* [TASK OBJECTIVE] Every line below that contains "Вчительська" is to be copied.

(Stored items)
-------------------------

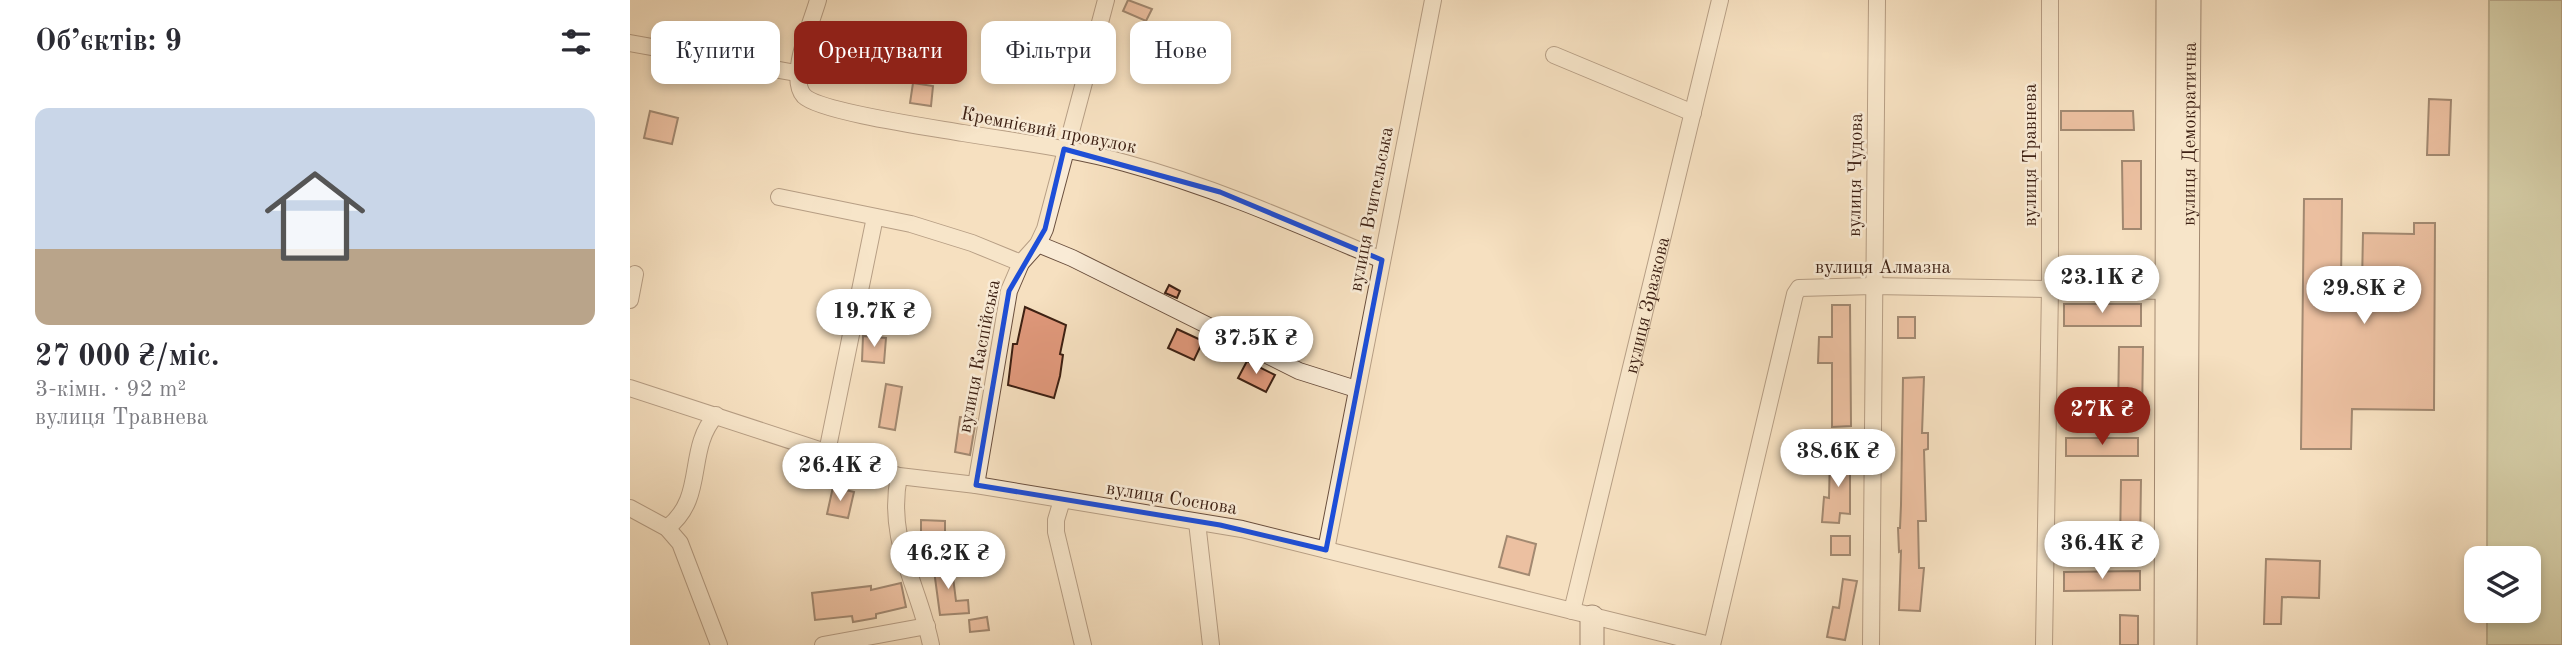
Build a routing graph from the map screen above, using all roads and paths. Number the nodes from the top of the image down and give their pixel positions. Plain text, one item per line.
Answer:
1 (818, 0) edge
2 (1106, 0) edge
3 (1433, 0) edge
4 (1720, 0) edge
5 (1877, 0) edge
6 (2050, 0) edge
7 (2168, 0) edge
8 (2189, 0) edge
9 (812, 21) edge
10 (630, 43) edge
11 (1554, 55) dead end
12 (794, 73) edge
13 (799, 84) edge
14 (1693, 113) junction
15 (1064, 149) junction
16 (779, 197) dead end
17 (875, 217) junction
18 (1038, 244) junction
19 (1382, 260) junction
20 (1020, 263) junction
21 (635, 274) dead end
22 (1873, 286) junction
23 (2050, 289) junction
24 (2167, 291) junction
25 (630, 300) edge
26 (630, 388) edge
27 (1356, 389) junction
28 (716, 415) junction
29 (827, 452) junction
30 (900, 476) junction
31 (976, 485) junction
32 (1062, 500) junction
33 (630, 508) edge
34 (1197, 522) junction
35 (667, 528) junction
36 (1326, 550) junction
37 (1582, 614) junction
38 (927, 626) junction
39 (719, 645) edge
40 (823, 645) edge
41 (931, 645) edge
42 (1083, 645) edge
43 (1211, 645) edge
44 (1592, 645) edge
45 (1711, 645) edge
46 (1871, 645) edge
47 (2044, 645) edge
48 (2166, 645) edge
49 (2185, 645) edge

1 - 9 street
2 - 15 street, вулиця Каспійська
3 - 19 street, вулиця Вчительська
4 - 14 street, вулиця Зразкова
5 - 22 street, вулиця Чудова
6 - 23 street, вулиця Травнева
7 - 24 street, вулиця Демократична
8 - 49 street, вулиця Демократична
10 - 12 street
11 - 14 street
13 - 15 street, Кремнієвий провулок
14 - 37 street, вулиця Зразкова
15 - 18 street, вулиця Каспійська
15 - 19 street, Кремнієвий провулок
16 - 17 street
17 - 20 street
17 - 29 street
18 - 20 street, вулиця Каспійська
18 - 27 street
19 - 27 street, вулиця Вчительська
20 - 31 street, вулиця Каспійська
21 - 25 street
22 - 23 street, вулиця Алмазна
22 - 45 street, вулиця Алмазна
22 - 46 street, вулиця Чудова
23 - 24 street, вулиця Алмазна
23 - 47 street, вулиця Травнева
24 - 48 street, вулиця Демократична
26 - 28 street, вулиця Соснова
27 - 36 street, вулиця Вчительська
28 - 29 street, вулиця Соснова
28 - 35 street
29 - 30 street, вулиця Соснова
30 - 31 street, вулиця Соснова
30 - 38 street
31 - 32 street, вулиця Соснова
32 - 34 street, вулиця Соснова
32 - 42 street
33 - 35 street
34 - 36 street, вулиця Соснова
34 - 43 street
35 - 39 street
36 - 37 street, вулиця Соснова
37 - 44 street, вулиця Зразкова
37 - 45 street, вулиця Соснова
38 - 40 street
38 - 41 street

-------------------------

* [ANSWER FOR THE TASK]
3 - 19 street, вулиця Вчительська
19 - 27 street, вулиця Вчительська
27 - 36 street, вулиця Вчительська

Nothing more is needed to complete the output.